Accessibility statement

Abdulla Moussa


I'm a PhD research student based in Wolfson Atmospheric Chemistry Laboratories (WACL) at the University of York, working with Professor Jacqui Hamilton and Dr James Hopkins on understanding the changing sources of VOCs in the UK over the last two decades and implication in the future research project.

I've done a Masters in Air Pollution Management and Control at the University of Birmingham which has inspired me to go ahead with research in atmospheric chemistry at WACL. I have seven years of diversified experience in the environmental field in varied roles that involved environmental studies, air quality monitoring and air dispersion modelling. I enjoy teaching chemistry, atmospheric physics, and Arabic as a foreign language.
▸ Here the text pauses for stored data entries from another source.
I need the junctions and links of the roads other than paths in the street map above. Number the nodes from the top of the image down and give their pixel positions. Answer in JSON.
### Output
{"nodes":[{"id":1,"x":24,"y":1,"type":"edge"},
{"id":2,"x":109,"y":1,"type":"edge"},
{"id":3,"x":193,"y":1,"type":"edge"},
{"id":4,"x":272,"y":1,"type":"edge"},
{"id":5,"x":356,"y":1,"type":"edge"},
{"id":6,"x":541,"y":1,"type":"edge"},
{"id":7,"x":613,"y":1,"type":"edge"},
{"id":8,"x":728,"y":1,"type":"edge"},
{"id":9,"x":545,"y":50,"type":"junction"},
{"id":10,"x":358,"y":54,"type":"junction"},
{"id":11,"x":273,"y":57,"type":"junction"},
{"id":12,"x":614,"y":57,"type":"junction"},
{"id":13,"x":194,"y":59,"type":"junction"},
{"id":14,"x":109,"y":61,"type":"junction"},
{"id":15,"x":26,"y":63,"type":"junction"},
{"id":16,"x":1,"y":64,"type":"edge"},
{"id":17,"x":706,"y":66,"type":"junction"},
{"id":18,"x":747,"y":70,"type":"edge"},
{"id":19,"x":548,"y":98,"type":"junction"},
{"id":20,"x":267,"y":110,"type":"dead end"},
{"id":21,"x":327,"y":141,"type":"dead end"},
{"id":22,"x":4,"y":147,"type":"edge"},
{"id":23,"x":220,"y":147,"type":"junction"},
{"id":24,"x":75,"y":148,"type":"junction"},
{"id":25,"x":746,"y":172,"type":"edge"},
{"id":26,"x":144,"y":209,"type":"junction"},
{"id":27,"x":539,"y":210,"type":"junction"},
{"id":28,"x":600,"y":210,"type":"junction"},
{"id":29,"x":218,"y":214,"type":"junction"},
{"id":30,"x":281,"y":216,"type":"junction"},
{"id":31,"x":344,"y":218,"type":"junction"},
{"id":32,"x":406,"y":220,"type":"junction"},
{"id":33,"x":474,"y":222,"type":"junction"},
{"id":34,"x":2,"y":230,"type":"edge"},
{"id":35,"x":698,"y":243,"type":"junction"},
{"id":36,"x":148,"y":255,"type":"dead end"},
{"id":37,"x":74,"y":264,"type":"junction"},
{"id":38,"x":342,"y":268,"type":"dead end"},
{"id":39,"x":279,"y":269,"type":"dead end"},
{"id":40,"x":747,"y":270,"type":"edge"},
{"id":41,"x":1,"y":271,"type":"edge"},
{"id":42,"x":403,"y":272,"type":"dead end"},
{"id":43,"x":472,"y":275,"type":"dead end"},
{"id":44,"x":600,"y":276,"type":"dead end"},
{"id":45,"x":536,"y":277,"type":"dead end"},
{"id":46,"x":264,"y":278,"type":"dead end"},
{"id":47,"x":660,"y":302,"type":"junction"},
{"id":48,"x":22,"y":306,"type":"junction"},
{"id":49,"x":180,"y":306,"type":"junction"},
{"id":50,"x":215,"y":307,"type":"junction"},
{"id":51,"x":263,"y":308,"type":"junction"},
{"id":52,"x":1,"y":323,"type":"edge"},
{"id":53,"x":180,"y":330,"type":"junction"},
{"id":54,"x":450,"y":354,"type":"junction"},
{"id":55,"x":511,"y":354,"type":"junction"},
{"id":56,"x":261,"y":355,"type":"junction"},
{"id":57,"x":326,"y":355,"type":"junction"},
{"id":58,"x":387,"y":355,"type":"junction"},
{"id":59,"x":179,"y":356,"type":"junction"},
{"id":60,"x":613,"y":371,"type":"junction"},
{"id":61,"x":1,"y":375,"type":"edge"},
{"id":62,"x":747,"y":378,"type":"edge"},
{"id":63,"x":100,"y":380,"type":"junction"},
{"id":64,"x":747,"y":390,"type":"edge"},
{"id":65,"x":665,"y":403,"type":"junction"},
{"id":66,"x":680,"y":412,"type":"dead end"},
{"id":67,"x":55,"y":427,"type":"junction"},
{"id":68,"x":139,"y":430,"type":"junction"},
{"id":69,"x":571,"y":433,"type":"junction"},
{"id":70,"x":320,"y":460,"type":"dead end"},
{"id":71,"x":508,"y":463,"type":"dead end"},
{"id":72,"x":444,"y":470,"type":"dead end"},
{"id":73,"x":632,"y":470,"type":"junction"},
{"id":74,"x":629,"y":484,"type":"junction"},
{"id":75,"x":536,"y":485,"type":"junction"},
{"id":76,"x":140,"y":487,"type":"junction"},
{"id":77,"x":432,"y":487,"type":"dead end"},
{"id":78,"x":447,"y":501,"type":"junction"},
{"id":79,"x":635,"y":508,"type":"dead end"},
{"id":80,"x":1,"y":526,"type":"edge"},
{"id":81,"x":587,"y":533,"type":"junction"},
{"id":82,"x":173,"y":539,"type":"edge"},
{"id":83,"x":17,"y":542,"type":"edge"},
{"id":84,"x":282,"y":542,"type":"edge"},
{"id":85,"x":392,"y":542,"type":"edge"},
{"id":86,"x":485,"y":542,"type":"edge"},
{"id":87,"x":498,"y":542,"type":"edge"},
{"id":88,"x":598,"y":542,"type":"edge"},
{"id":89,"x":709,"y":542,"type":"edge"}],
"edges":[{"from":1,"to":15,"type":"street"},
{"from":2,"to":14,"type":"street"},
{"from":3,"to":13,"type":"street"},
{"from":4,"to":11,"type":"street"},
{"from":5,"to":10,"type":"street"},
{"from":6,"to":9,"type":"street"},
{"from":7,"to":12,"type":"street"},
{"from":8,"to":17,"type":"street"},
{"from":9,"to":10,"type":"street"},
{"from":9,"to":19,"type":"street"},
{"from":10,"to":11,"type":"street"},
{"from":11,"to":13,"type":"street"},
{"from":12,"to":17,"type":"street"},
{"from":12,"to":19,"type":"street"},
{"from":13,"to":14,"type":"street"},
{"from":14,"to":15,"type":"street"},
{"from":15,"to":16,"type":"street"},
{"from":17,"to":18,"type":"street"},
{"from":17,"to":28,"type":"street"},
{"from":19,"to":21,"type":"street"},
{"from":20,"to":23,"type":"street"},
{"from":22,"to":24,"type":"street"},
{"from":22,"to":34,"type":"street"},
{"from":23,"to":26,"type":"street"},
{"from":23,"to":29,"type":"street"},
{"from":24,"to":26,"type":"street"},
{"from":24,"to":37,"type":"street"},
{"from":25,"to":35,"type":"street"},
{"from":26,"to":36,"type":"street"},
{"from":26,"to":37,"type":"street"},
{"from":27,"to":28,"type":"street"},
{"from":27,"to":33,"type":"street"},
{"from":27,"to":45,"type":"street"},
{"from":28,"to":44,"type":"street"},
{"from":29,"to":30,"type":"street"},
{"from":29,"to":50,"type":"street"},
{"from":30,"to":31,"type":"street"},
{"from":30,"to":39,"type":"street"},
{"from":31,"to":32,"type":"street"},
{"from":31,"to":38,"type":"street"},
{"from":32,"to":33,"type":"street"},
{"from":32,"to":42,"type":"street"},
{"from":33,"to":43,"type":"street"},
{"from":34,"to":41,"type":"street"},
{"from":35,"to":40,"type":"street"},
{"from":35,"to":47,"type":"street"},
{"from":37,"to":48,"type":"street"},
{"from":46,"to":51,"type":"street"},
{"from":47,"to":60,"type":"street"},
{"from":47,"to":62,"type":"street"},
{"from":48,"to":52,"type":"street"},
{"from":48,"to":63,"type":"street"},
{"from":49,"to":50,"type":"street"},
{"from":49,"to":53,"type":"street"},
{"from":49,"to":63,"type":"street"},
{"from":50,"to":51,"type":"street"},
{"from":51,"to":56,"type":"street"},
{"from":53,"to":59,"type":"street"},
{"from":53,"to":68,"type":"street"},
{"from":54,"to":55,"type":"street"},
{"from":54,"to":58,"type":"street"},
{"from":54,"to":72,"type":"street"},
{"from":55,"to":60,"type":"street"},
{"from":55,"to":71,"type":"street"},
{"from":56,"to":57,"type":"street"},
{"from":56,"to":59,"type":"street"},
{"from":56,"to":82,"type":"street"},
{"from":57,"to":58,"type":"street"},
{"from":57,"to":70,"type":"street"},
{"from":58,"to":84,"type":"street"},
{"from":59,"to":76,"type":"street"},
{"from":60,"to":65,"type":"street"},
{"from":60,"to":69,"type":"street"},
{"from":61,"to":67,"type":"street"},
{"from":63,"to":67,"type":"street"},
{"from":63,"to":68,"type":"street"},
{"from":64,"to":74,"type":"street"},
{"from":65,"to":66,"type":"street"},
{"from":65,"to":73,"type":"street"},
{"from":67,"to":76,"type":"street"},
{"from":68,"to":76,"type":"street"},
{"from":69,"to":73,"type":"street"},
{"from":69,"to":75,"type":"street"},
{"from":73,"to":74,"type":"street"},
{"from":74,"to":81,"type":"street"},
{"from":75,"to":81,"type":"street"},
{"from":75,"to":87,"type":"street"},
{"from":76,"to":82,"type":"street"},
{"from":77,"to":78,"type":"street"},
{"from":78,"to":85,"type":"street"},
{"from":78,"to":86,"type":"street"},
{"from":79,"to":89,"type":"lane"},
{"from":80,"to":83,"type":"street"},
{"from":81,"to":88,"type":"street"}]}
BSc in Biochemistry, MSc Air Pollution Management and Control

Memberships and Fellowships

Royal Society of Chemistry

Research interests

Ambient air quality, traffic related pollution, ozone precursors 

Teaching interests

Atmospheric chemistry and atmospheric physics  

Project title

Understanding the changing sources of VOCs in the UK over the last two decades and implication in the future



Leeds York NERC Panorama Doctoral Training Partnership (DTP)

Project outline

Volatile organic compounds play important roles in the atmosphere via three main pathways: photochemical ozone formation, secondary organic aerosol production, and direct toxicity to humans in addition to their impacts on the environment, where different VOCs produce different secondary pollutants, as a result of their oxidation in the atmosphere, depending on their structure which is directly related to their sources. Hence making observations of individual VOCs in the atmosphere and identify the significance of different localised sources to their ambient concentrations is very important.

Moreover, comparing the data that will be collected from three supersites (London, Manchester, and Birmingham) with historical UK data is essential to evaluate the changing composition of the contributions of individual source sectors to the ambient VOCs over the last twenty years. Consequently, this will improve the effectiveness in predicting ambient levels of VOCs in the UK.